┌────────

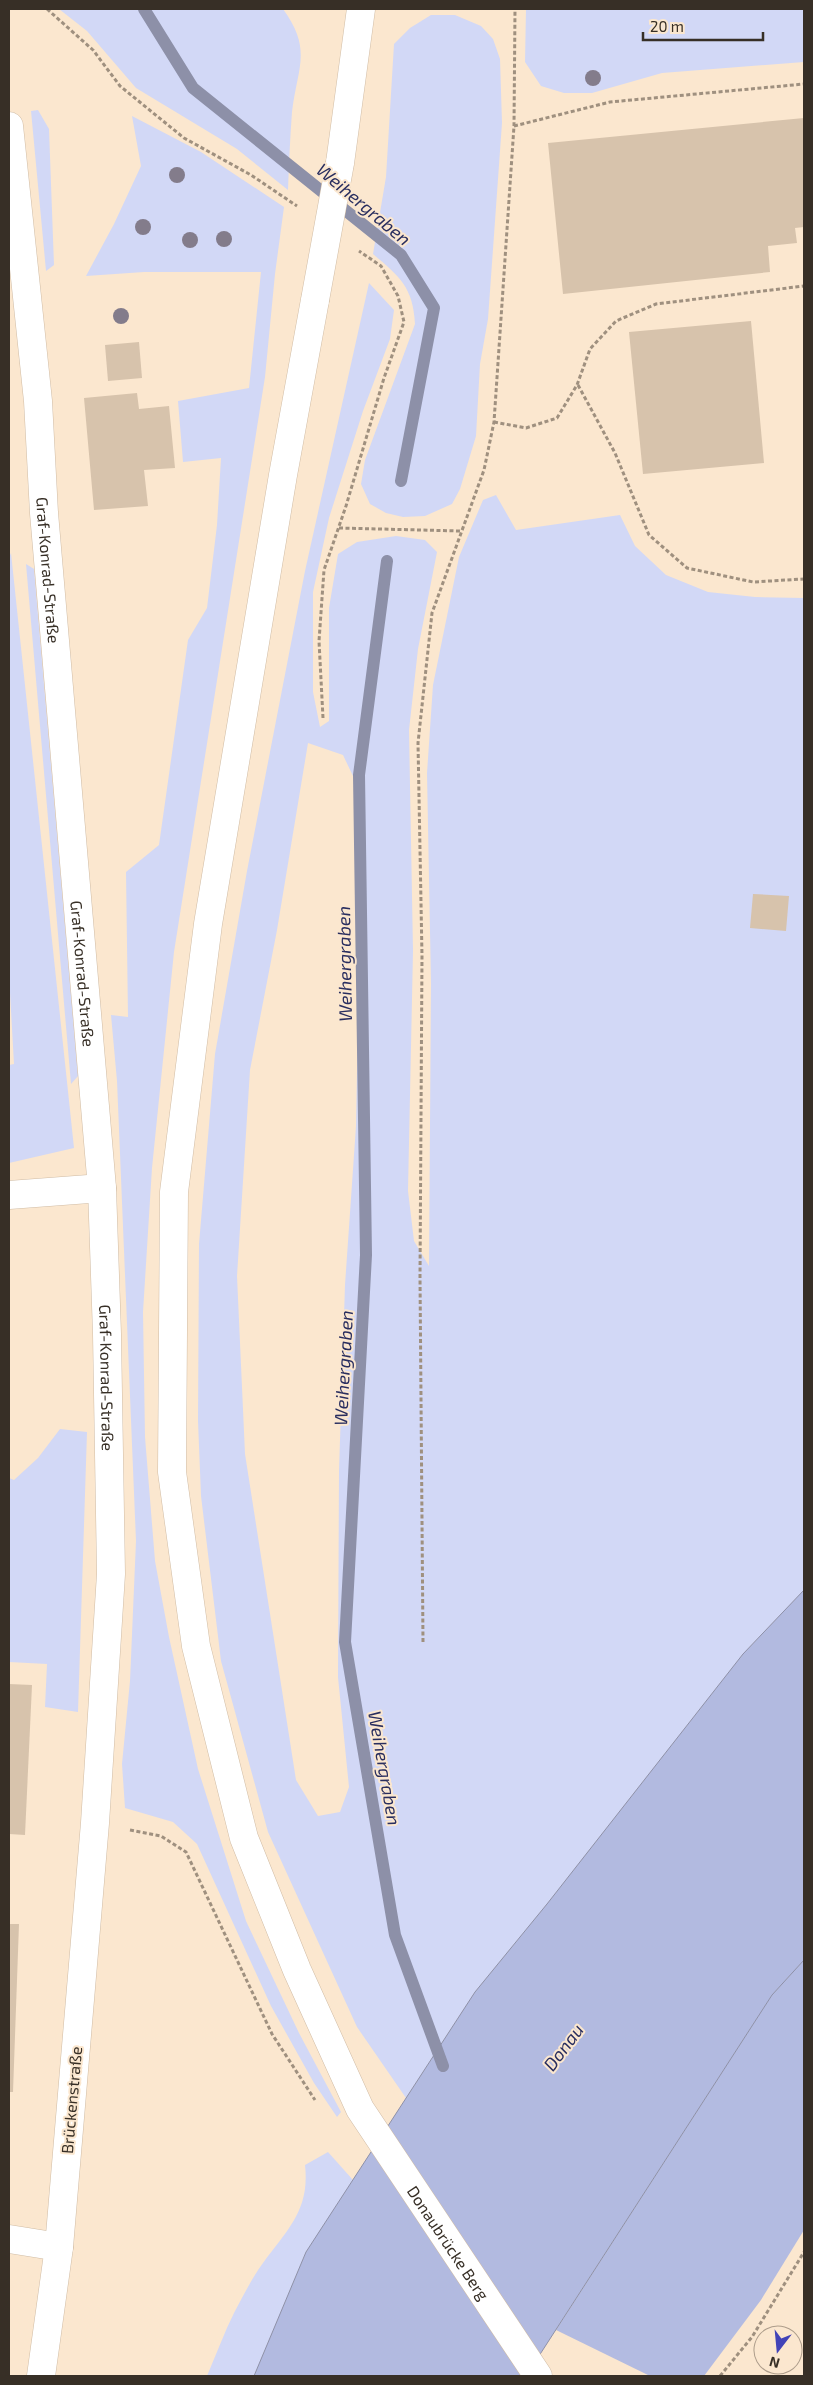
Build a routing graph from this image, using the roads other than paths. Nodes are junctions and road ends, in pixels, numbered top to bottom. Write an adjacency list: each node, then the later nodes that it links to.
1 (361, 9): 10 (main road, Donaubrücke Berg, bridge)
2 (9, 126): 3 (main road, Graf-Konrad-Straße)
3 (10, 169): 4 (main road, Graf-Konrad-Straße)
4 (102, 1188): 5 (main road); 6 (main road, Graf-Konrad-Straße)
5 (9, 1195)
6 (95, 1823): 8 (main road, Brückenstraße)
7 (9, 2239): 8 (main road)
8 (59, 2247): 9 (main road, Brückenstraße)
9 (41, 2376)
10 (538, 2376)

└────────

#### PROBLEM STATEMENT
Drop the pictures and give every line above again exactly.

#### REPLY
Build a routing graph from this image, using the roads other than paths. Nodes are junctions and road ends, in pixels, numbered top to bottom. Write an adjacency list: each node, then the later nodes that it links to.
1 (361, 9): 10 (main road, Donaubrücke Berg, bridge)
2 (9, 126): 3 (main road, Graf-Konrad-Straße)
3 (10, 169): 4 (main road, Graf-Konrad-Straße)
4 (102, 1188): 5 (main road); 6 (main road, Graf-Konrad-Straße)
5 (9, 1195)
6 (95, 1823): 8 (main road, Brückenstraße)
7 (9, 2239): 8 (main road)
8 (59, 2247): 9 (main road, Brückenstraße)
9 (41, 2376)
10 (538, 2376)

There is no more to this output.